In the process of gear transmission, there will be various forms of failure, or even loss of transmission capacity. The failure mode of gear transmission is related to the, heat treatment, lubrication condition, load size, load change rule and rotation speed. People’s understanding of gear failure is a developing process. In the middle of the 18th century, people began to study the failure of gears. A preliminary understanding of the friction and wear of gears, the formation of pitting and the gluing of gear surfaces has been obtained. In 1928, Buckingham published a paper on gear wear, and divided the tooth surface failure into six failure forms: pitting corrosion, abrasive wear, gluing, peeling, scratching and seizing. In 1939, Rideout divided the gear damage into eight forms: normal wear, pitting, peeling, gluing, scratching, cutting, rolling and hammering. In 1953, borsoff and sorem classified gear damage into six categories. In 1967, according to a large number of tests, Niemann drew a limit diagram of bearing capacity for four failure modes of involute gear, and pointed out that when the speed of gear is low, the main factor affecting the bearing capacity of soft tooth surface gear is pitting, and the factor affecting the bearing capacity of hard tooth surface gear is broken teeth; for high-speed heavy-duty transmission gear, the factor is often gluing [2-6]. Since the 1950s, some countries have classified the damage forms of gears in a standard form, and stipulated terms, performance characteristics, causes, etc. For example, in 1951, the United States divided gear damage into two categories, one is tooth surface damage, including wear, plastic deformation, gluing, surface fatigue, and the other is the fracture of gear teeth. The former kind of tooth surface damage is the surface damage caused by high gear pair due to Tribological reasons; the latter kind of tooth fracture is the damage caused by insufficient volume strength of the tooth as a load-bearing component. In 1968, the Austrian national standard stipulated the terminology of gear damage.

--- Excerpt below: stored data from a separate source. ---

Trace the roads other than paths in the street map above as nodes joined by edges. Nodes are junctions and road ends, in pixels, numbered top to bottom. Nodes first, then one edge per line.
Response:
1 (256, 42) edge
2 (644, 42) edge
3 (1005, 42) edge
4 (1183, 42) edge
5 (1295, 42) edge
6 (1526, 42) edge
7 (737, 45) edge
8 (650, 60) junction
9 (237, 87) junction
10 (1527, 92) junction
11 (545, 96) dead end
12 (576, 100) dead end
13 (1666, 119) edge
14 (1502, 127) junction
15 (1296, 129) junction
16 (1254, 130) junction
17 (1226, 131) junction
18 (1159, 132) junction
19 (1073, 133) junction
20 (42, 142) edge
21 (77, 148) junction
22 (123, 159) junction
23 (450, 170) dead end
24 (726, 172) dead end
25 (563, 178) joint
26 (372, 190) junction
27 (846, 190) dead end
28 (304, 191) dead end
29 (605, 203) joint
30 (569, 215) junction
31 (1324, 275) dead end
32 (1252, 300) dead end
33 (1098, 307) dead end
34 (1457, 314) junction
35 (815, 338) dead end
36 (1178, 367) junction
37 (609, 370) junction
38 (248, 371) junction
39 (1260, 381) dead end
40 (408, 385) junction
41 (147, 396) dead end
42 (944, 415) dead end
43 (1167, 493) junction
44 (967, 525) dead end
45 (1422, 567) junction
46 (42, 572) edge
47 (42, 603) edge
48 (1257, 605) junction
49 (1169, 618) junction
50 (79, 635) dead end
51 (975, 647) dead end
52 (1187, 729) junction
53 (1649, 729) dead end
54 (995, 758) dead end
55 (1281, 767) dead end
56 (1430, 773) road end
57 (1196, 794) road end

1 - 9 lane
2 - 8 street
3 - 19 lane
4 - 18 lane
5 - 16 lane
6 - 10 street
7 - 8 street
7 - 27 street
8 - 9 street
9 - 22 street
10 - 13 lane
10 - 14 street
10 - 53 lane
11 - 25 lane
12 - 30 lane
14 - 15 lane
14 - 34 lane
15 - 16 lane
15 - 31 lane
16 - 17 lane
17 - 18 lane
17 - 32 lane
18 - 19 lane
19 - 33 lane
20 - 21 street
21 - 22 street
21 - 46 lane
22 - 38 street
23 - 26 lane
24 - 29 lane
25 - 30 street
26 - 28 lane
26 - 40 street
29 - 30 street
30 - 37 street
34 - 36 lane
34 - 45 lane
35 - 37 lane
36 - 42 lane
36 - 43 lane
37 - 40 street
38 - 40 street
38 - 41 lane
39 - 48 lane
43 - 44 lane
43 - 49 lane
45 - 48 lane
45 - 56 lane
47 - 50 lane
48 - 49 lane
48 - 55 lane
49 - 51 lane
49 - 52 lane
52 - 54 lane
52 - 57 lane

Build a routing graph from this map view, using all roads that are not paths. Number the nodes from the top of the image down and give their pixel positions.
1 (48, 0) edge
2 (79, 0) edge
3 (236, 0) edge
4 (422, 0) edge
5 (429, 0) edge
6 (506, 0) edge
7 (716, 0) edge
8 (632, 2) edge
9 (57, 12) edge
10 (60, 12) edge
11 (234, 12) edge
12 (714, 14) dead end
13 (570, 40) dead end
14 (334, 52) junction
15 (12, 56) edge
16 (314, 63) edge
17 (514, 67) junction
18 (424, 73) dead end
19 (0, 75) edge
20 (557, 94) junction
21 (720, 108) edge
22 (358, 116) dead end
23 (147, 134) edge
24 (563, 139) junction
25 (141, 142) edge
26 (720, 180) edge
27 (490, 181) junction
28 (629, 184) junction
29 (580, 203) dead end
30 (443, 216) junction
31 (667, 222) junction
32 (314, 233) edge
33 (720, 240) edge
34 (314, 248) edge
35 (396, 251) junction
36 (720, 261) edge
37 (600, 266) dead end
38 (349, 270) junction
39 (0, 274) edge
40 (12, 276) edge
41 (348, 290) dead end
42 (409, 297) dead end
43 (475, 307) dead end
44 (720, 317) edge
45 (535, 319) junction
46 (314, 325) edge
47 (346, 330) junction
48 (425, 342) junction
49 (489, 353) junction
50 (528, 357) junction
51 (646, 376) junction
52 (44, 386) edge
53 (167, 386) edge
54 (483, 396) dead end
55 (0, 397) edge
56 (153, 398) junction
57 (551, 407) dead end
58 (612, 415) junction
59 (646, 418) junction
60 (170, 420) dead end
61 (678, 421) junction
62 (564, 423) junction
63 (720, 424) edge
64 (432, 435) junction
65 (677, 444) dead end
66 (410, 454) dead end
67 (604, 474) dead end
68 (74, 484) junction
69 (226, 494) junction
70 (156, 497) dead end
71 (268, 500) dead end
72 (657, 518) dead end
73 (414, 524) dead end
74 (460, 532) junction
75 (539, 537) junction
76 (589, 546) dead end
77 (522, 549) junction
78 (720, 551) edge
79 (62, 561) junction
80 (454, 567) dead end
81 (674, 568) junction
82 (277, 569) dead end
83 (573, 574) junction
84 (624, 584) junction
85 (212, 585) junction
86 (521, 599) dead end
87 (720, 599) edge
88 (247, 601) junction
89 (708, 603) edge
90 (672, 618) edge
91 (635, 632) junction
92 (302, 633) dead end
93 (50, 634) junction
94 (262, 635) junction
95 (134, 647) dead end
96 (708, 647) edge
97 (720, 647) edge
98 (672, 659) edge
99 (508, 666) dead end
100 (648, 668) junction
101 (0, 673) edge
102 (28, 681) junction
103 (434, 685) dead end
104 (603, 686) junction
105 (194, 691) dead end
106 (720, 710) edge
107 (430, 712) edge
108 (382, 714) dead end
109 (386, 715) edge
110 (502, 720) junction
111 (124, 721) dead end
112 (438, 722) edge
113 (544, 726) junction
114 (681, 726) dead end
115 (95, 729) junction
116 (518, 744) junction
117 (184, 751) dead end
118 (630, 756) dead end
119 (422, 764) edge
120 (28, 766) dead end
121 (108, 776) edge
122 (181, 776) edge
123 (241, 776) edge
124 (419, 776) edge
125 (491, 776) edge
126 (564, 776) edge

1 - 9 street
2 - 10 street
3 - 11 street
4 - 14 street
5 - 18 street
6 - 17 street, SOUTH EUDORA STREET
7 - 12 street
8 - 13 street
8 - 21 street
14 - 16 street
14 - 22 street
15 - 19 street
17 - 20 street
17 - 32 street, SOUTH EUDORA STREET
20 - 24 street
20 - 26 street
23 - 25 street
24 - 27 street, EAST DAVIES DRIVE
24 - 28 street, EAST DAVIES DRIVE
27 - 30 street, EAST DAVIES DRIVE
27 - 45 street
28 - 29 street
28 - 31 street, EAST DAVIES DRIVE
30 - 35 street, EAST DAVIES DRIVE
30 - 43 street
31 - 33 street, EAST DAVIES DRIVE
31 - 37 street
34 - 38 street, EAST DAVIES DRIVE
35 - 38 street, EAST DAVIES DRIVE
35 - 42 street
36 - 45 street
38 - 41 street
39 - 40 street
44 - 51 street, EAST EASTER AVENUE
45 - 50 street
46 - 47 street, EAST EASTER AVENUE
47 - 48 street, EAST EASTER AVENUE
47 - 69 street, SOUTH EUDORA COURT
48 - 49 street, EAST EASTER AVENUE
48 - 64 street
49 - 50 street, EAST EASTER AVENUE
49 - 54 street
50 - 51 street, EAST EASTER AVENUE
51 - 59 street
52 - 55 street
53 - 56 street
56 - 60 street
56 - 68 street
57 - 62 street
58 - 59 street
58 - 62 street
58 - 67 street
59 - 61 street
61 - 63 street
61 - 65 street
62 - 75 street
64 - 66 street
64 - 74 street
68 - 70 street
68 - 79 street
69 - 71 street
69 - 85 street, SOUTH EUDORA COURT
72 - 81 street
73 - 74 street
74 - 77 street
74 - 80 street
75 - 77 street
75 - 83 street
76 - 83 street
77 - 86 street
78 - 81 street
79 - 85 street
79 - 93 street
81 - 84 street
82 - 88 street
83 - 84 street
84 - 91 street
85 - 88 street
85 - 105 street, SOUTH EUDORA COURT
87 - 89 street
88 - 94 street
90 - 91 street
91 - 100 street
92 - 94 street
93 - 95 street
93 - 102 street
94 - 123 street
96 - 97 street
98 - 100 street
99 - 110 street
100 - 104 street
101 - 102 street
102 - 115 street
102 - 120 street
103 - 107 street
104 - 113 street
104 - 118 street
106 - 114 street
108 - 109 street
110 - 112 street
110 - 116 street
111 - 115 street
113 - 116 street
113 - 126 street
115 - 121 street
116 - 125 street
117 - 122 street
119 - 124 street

In 1983, China promulgated the national standard for terms, characteristics and causes of gear tooth damage (GB / t3481-83), which divides the damage forms of gears into five categories, namely, wear, tooth surface fatigue (including pitting and peeling), plastic deformation, tooth fracture and other damage, a total of 26 failure forms .
In 1997, China promulgated the GB / t3481-1997 national standard revised by GB / t3481-1983. At present, in most of the mechanical design textbooks and mechanical design manuals in China, the failure modes of gears are simplified, which are generally divided into five categories: gear fracture, fatigue pitting, gluing, wear and plastic deformation.